■ WHAT THE TASK REQUIRES
Reproduce the data exactly, leaving nothing out.

■ AVAILABLE DATA
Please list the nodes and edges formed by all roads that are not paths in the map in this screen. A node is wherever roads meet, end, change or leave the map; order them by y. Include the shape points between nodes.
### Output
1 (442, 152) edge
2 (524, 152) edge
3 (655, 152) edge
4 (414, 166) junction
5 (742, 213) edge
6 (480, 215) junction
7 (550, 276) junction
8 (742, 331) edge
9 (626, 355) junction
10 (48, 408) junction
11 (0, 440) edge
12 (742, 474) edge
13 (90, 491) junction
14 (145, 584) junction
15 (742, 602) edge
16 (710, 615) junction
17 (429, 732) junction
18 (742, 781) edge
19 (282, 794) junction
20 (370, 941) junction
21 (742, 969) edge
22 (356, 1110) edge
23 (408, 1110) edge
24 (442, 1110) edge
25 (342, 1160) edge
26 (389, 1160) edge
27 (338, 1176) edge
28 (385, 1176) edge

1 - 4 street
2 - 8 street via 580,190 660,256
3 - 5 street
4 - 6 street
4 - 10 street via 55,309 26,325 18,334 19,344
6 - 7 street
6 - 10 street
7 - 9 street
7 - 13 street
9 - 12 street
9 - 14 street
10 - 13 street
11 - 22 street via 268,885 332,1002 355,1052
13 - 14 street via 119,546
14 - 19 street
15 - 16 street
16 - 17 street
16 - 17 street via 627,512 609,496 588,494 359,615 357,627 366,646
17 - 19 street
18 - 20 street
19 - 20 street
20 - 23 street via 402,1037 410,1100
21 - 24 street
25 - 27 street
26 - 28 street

■ EXERCISE RESPONSE
Please list the nodes and edges formed by all roads that are not paths in the map in this screen. A node is wherever roads meet, end, change or leave the map; order them by y. Include the shape points between nodes.
### Output
1 (442, 152) edge
2 (524, 152) edge
3 (655, 152) edge
4 (414, 166) junction
5 (742, 213) edge
6 (480, 215) junction
7 (550, 276) junction
8 (742, 331) edge
9 (626, 355) junction
10 (48, 408) junction
11 (0, 440) edge
12 (742, 474) edge
13 (90, 491) junction
14 (145, 584) junction
15 (742, 602) edge
16 (710, 615) junction
17 (429, 732) junction
18 (742, 781) edge
19 (282, 794) junction
20 (370, 941) junction
21 (742, 969) edge
22 (356, 1110) edge
23 (408, 1110) edge
24 (442, 1110) edge
25 (342, 1160) edge
26 (389, 1160) edge
27 (338, 1176) edge
28 (385, 1176) edge

1 - 4 street
2 - 8 street via 580,190 660,256
3 - 5 street
4 - 6 street
4 - 10 street via 55,309 26,325 18,334 19,344
6 - 7 street
6 - 10 street
7 - 9 street
7 - 13 street
9 - 12 street
9 - 14 street
10 - 13 street
11 - 22 street via 268,885 332,1002 355,1052
13 - 14 street via 119,546
14 - 19 street
15 - 16 street
16 - 17 street
16 - 17 street via 627,512 609,496 588,494 359,615 357,627 366,646
17 - 19 street
18 - 20 street
19 - 20 street
20 - 23 street via 402,1037 410,1100
21 - 24 street
25 - 27 street
26 - 28 street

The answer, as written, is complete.